The outgoing chairwoman of the Ireland Fund has warned there is "no way" it can make up for the funding that will be lost when two major philanthropic funds close down.
Loretta Brennan Glucksman, who was honoured at the Rehab People of the Year awards, said there needed to be a greater culture of philanthropy in Ireland to make up for the shortfall when Atlantic Philanthropies and the One Foundation close in 2016.
Ms Brennan Glucksman is due to step down as chairwoman of the Ireland Fund at the end of the year. Since it was set up 1976, the Ireland Fund has donated $450 million (€338 million) to projects in both the Republic and the North.
Despite that, she said the Ireland Fund was “not in a position to take up the slack” in 2016, and hundreds of millions of euros are potentially at stake.
She urged the Government to look seriously at a proposal by Frank Flannery, chairman of the Forum on Philanthropy, which would be a structured way for tax exiles to contribute to Irish society. The proposal is due to be presented to Government shortly.
She acknowledged that tax exile was a "toxic term" but she said a proposal which would allow them to contribute directly to the Government and, at the same time, to a philanthropic fund had merit. It had been successful in Israel for the past 15 years.
“This is a structured way that they can contribute and that the Government can count on,” she added. “It would be an assured income stream.”
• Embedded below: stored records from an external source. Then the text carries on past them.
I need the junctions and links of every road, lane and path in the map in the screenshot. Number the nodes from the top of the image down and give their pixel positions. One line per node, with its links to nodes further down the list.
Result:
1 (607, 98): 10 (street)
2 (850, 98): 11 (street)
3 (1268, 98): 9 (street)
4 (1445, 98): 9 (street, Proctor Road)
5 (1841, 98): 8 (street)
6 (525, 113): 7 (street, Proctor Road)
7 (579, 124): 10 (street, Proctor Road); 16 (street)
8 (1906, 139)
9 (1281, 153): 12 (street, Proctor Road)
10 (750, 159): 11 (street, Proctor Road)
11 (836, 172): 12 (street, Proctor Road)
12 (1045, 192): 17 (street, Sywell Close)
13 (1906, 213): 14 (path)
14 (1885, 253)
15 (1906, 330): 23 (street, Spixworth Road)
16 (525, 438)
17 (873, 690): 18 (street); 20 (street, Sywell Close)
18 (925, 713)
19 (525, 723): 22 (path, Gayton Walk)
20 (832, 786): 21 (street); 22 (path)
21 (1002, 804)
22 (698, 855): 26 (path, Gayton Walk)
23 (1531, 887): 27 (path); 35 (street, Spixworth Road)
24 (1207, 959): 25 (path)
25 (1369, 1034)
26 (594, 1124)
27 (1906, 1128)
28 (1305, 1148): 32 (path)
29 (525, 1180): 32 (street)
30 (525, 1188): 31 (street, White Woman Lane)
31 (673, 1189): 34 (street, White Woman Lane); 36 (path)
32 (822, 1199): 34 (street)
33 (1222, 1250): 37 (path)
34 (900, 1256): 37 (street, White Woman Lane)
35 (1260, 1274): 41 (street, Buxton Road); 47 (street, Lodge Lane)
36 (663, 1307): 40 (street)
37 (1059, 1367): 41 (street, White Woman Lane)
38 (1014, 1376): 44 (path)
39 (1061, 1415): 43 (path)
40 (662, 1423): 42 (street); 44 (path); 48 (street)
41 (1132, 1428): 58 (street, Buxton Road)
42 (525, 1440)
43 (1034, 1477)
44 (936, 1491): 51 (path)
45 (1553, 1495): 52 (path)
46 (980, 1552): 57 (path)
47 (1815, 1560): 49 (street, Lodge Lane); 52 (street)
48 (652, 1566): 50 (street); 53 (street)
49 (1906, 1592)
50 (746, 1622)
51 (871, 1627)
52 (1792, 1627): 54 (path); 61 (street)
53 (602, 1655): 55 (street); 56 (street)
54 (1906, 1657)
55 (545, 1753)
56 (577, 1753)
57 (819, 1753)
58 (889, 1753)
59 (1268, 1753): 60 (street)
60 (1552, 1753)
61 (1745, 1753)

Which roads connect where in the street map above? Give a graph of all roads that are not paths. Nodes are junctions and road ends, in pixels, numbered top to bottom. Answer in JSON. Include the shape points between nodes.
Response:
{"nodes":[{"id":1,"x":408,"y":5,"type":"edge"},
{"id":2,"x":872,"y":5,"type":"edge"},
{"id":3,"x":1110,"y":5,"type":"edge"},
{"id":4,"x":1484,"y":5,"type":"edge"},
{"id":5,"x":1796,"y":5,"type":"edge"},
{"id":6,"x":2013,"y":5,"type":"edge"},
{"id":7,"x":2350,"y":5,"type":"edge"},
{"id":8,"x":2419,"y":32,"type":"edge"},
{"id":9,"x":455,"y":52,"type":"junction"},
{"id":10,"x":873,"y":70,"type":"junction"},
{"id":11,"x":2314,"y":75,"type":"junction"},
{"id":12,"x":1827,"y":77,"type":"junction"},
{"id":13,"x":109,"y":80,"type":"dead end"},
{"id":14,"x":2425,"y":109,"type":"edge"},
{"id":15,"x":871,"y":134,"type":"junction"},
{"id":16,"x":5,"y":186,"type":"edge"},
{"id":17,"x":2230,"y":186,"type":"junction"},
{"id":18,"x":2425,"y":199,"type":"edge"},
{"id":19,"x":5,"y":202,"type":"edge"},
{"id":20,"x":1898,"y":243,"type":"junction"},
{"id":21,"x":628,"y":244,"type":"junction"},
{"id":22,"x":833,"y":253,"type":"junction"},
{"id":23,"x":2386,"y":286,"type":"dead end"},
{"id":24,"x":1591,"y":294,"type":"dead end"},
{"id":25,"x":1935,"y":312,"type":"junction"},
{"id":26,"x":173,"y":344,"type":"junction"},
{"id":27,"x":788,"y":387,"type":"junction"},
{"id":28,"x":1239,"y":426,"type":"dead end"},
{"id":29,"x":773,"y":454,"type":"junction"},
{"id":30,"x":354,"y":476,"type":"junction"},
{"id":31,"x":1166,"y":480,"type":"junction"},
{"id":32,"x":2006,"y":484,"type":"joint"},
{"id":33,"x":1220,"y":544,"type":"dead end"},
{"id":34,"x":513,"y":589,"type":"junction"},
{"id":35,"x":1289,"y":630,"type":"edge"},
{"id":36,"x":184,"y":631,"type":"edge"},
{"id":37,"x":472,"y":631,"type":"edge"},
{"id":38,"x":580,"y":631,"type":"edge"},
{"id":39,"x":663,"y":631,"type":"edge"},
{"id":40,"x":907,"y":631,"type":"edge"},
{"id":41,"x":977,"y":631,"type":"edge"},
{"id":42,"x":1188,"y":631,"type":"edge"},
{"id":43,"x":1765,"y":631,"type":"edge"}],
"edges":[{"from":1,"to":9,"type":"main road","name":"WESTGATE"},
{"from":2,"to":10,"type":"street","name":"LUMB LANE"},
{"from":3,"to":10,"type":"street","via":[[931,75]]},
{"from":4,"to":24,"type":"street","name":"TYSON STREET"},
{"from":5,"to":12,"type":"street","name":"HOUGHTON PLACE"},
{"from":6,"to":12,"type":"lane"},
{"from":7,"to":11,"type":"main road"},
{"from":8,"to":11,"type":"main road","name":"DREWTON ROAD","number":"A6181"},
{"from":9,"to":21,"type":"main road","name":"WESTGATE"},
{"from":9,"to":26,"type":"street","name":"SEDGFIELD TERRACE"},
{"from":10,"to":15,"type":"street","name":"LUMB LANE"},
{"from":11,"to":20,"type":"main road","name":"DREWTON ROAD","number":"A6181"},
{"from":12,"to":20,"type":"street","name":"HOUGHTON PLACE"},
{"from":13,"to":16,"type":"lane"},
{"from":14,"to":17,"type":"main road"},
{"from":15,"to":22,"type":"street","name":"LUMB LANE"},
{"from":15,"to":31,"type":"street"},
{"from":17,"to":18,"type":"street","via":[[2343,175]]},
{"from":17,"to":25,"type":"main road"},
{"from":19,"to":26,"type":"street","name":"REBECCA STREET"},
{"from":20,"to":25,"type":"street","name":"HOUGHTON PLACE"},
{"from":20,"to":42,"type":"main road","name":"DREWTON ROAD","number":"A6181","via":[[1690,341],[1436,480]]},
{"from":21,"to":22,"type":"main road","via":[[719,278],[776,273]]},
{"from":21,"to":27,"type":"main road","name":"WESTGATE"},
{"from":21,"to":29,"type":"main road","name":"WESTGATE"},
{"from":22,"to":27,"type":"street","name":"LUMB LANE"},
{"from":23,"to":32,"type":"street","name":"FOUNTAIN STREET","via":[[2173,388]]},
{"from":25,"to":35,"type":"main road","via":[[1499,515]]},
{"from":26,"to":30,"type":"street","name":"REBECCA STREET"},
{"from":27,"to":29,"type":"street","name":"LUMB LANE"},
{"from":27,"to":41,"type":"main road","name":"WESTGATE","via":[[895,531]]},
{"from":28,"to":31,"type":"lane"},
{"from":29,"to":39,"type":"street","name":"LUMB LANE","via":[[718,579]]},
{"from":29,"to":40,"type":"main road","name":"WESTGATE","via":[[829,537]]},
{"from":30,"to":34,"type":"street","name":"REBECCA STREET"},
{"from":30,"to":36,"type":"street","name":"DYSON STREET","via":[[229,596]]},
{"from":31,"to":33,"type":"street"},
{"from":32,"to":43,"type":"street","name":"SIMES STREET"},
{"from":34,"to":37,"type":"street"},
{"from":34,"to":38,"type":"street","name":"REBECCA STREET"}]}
She said she would prefer if tax exiles “pay their taxes as I do and the Government uses it”, but tax exiles lived abroad for business reasons.
She said philanthropy in Ireland was “on a trajectory” and would be regarded within five years as “a full partner in Ireland in areas that make a civil society. The Irish have been known around the world as most generous, but it was mostly sent away. The culture is changing to look at indigenous philanthropy to be a good thing.”